Scientific classification
- Kingdom: Animalia
- Phylum: Arthropoda
- Class: Insecta
- Order: Lepidoptera
- Family: Lycaenidae
- Genus: Plebejus
- Species: P. melissa
- Binomial name: Plebejus melissa W.H. Edwards, 1873

= Melissa blue =

- Genus: Plebejus
- Species: melissa
- Authority: W.H. Edwards, 1873
- Conservation status: G4

Species of butterfly

The Melissa blue (Plebejus melissa) is a butterfly of the family Lycaenidae.
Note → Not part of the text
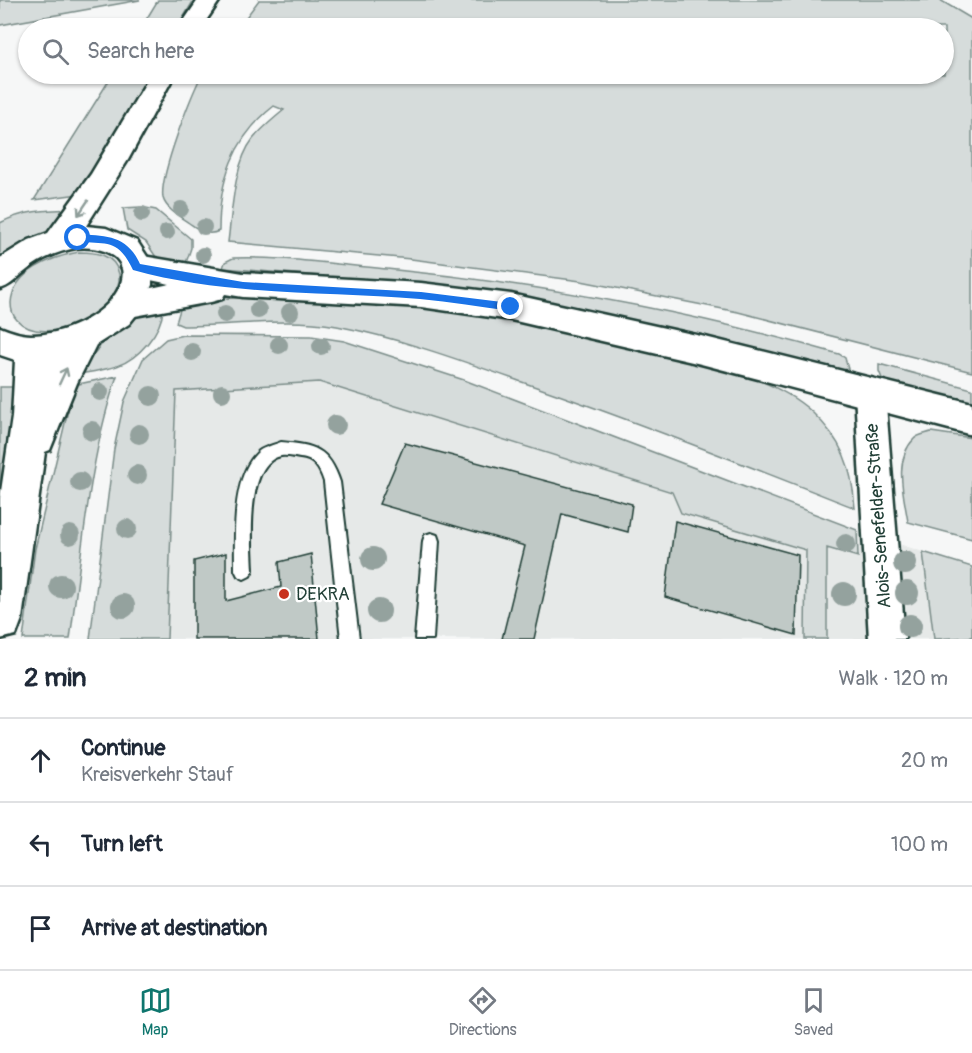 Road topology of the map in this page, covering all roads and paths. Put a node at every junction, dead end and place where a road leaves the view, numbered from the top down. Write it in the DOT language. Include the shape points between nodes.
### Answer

It is found in western North America, from Canada to Mexico.

== Taxonomy ==
The Karner blue (Plebejus samuelis) was traditionally considered a subspecies of the Melissa blue, and was described by the novelist/lepidopterist Vladimir Nabokov.

== Description ==
The wingspan is 22–35 mm. Below, the hindwing orange submarginal band, often with distal iridescent blue points, help to distinguish this species from the more muted colors and markings of the similar Plebejus idas. The marginal line is wider where the veins intersect. The fringes are not checked.

== Behavior and diet ==
The butterfly flies from April to August depending on the location. The larvae feed on Lupinus, Medicago and Lotus species.